# Excercise 1.1: Annotation & reliability

## Data

Here's a sample class wrapping the main abstraction, the `Dataset`.

The following utility reads the 20 newsgroups data into a Dataset object. It sets the label to True if a message comes from the talk.politics.guns group, and to False otherwise.

In [None]:
from dataset import Dataset
from sklearn.datasets import fetch_20newsgroups

def guns_dataset_factory(subset='train', labelled=False):
    """ Fetches newsgroup data and returns a Dataset. """
    newsgroups = fetch_20newsgroups(subset=subset)
    
    # Transform to guns or not.
    labels = {i: name == 'talk.politics.guns' for i, name in enumerate(newsgroups.target_names)}
    dataset = Dataset({text: labels[i] for text, i in zip(newsgroups.data, newsgroups.target)})
    return dataset

pool = guns_dataset_factory(subset='train')
test = guns_dataset_factory(subset='test')

## A random sampler

We need a way of choosing which data to annotate next. Let's start with a random sampler. This is how most crowd annotation is set up.

Our `Sampler` base clase includes some utilities for sampling, training and scoring. Other samplers inherit from `Sampler` and must implement the `__call__` method, which takes one argument (a dataset).

`Sampler` objects must be initialised with a sklearn classifier or pipeline. We use multinomial naive Bayes as a baseline since it is [fast to train and can achieve competitive accuracy](http://scikit-learn.org/stable/auto_examples/text/document_classification_20newsgroups.html).

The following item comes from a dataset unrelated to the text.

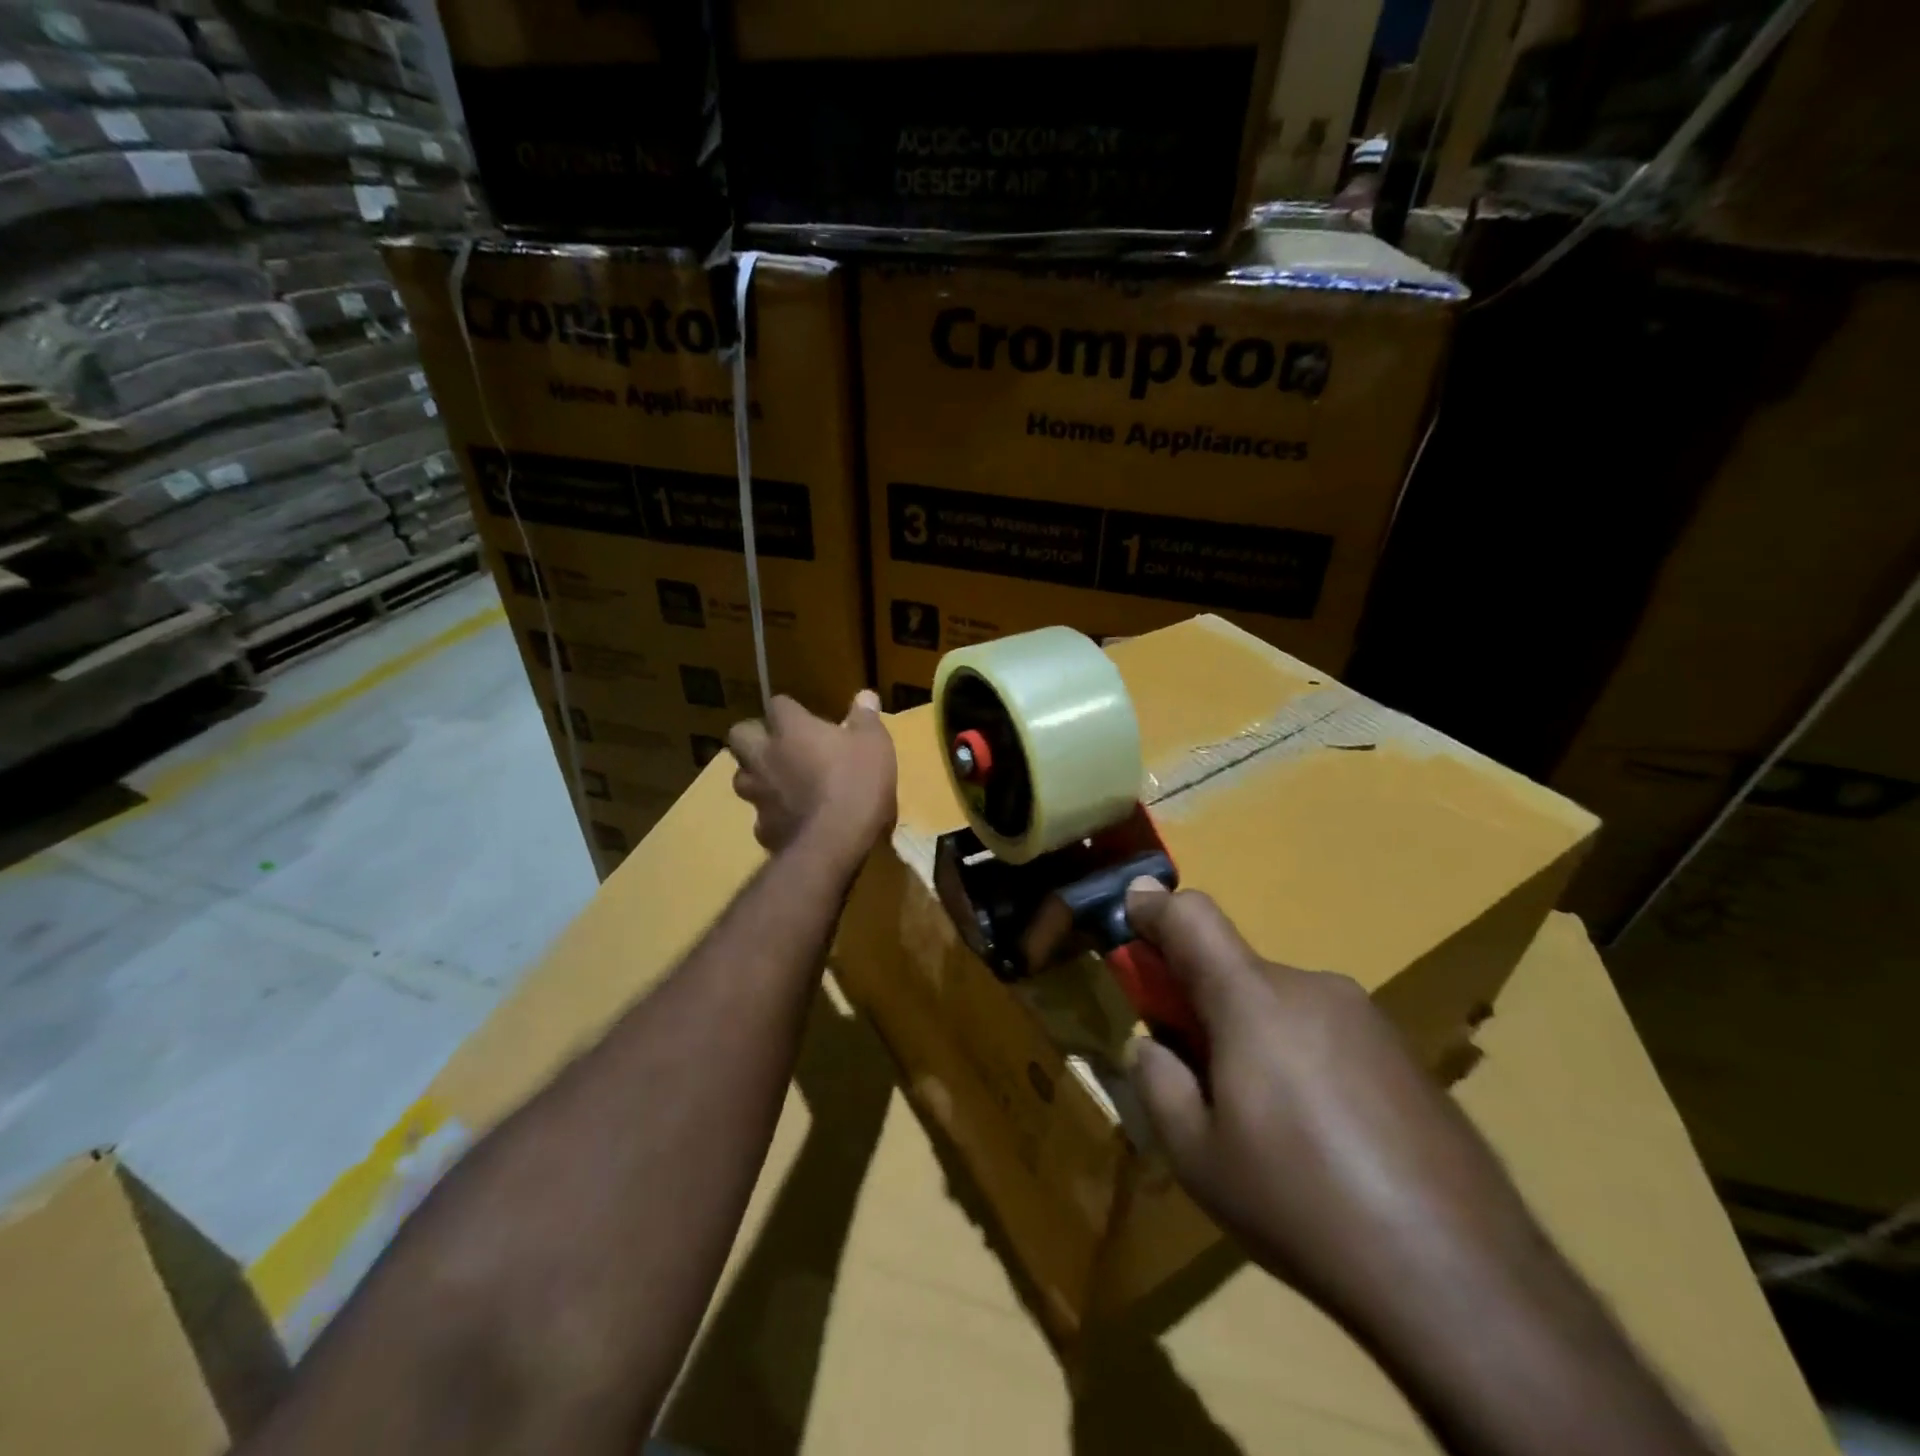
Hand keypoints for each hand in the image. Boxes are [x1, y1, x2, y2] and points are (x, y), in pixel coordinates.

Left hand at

Our `Random` sampler simply shuffles the unlabelled data, then returns the first `batch_size` items.

In [None]:
from samplers import Random
from sklearn.feature_extraction.text import TfidfVectorizer
from sklearn.naive_bayes import MultinomialNB
from sklearn.pipeline import Pipeline

pipeline = Pipeline([
        ('vectorizer', TfidfVectorizer(sublinear_tf=True, max_df=0.5, stop_words='english')),
        ('clf', MultinomialNB(alpha=.01)),
    ])

random_sampler = Random(pipeline, batch_size=10)
for i, (text, label) in enumerate(random_sampler(pool)):
    print(i, label, repr(text[:80]))

## Simulated experiments

Now we can run simulated experiments. `run_simulation` takes a sampler and runs `n` complete simulations. It returns:
* `train_sizes` - the training set sizes for each simulation
* `train_scores` - f1 scores over the training set
* `test_scores` - f1 scores over the test set

Each is a list of tuples, with one tuple per iteration of sampling. Each tuple contains `n` values, one per simulation.

In [None]:
from evaluation import run_simulations

# suppress sklearn FutureWarnings in terminal output
import warnings
warnings.simplefilter(action='ignore', category=FutureWarning)

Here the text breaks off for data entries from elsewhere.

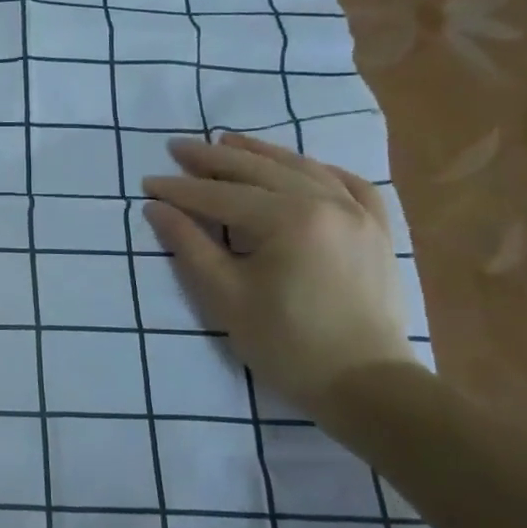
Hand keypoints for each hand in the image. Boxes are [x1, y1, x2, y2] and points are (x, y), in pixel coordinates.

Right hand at [143, 132, 414, 407]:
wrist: (365, 386)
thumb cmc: (286, 345)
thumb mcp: (225, 297)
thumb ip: (189, 245)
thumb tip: (156, 208)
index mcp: (288, 220)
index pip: (220, 195)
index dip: (180, 189)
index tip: (148, 183)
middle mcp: (326, 203)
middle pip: (259, 170)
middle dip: (213, 159)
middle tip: (178, 148)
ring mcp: (359, 213)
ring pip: (302, 167)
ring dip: (259, 153)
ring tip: (226, 141)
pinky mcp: (378, 230)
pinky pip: (351, 184)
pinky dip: (320, 169)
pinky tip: (301, 166)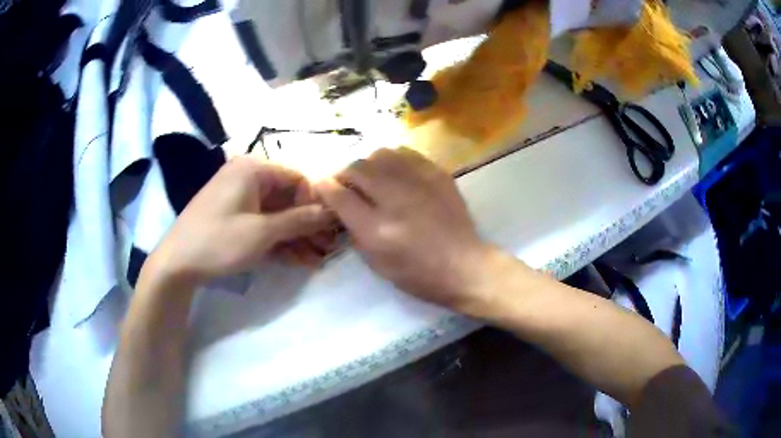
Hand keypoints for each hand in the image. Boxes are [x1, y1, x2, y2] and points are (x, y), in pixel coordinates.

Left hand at [147, 156, 335, 286]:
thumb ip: (299, 220)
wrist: (176, 263)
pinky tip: (297, 260)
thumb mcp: (262, 232)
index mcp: (253, 169)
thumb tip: (332, 211)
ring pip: (276, 214)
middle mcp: (248, 177)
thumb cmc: (218, 241)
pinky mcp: (234, 216)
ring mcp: (239, 198)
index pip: (297, 178)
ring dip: (296, 236)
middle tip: (327, 248)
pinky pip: (262, 223)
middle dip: (308, 225)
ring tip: (315, 260)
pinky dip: (278, 240)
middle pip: (288, 198)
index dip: (315, 202)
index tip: (329, 228)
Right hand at [315, 148, 493, 309]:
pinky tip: (395, 173)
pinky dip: (392, 159)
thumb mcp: (377, 263)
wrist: (464, 266)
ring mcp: (419, 183)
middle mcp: (395, 199)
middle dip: (344, 173)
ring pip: (379, 153)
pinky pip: (405, 153)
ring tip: (371, 177)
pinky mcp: (437, 174)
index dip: (325, 187)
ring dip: (368, 164)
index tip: (323, 187)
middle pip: (356, 168)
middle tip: (347, 184)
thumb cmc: (418, 274)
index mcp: (377, 230)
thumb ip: (354, 230)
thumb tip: (341, 202)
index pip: (339, 195)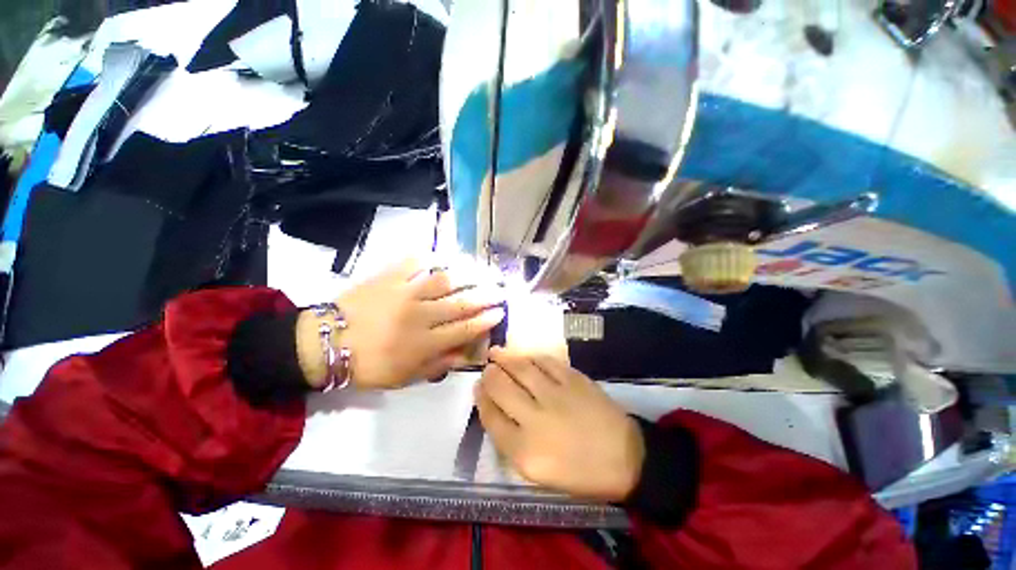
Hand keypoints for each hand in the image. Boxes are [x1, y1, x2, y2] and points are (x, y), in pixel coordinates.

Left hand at [297, 258, 504, 389]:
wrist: (326, 342)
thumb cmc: (368, 364)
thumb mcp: (405, 377)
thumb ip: (438, 365)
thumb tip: (466, 354)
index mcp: (423, 343)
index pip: (464, 329)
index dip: (486, 321)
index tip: (500, 313)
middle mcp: (420, 315)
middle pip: (461, 303)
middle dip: (486, 296)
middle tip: (501, 290)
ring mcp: (405, 292)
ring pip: (445, 280)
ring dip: (469, 275)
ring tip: (484, 270)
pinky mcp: (389, 277)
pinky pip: (415, 262)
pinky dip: (433, 257)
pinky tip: (447, 256)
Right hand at [475, 347, 644, 501]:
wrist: (625, 458)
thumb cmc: (581, 472)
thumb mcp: (539, 472)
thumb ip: (513, 443)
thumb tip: (496, 410)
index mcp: (525, 452)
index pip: (491, 418)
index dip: (481, 400)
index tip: (478, 388)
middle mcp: (536, 420)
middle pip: (501, 388)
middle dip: (489, 375)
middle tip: (487, 368)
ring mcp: (556, 394)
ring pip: (521, 368)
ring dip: (505, 358)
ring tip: (496, 353)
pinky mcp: (573, 379)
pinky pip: (546, 361)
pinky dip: (532, 356)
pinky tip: (525, 355)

# run a simulated experiment and plot learning curve
random_sampler = Random(pipeline, batch_size=2000)
train_sizes, train_scores, test_scores = run_simulations(random_sampler, pool, test, n=3)

print(train_sizes)
print(train_scores)
print(test_scores)

## Learning curves

Plotting performance against the number of examples gives a quick visual indication of whether more annotation will help.

Here, the lower, green line corresponds to the test f1 score. This is our estimate generalisation to unseen data, our best guess of live system performance.

When test performance flattens out, more labelled data probably won't help with this classifier.

The plot also shows variance that our performance estimate has more variance with fewer samples.

In [None]:
from evaluation import plot_learning_curve
import numpy as np

plt = plot_learning_curve(np.asarray(train_sizes), np.asarray(train_scores), np.asarray(test_scores))
plt.show()

## Simulation with bootstrap resampling

In a setting where sampled batches were actually being annotated, we wouldn't run complete simulations.

Instead, we can estimate variance using bootstrap resampling of training data in a given round of sampling.

In [None]:
from evaluation import run_bootstraps

# run a simulated experiment and plot learning curve
random_sampler = Random(pipeline, batch_size=2000)
train_sizes, train_scores, test_scores = run_bootstraps(random_sampler, pool.copy, test)

print(train_sizes)
print(train_scores)
print(test_scores)

In [None]:
plt = plot_learning_curve(np.asarray(train_sizes), np.asarray(train_scores), np.asarray(test_scores))
plt.show()

## Manually label some examples

Ultimately, we need labelled data - as much labelled data as possible. Sometimes we have labelled data, e.g., captured from user activity on large platforms. Sometimes we need to annotate.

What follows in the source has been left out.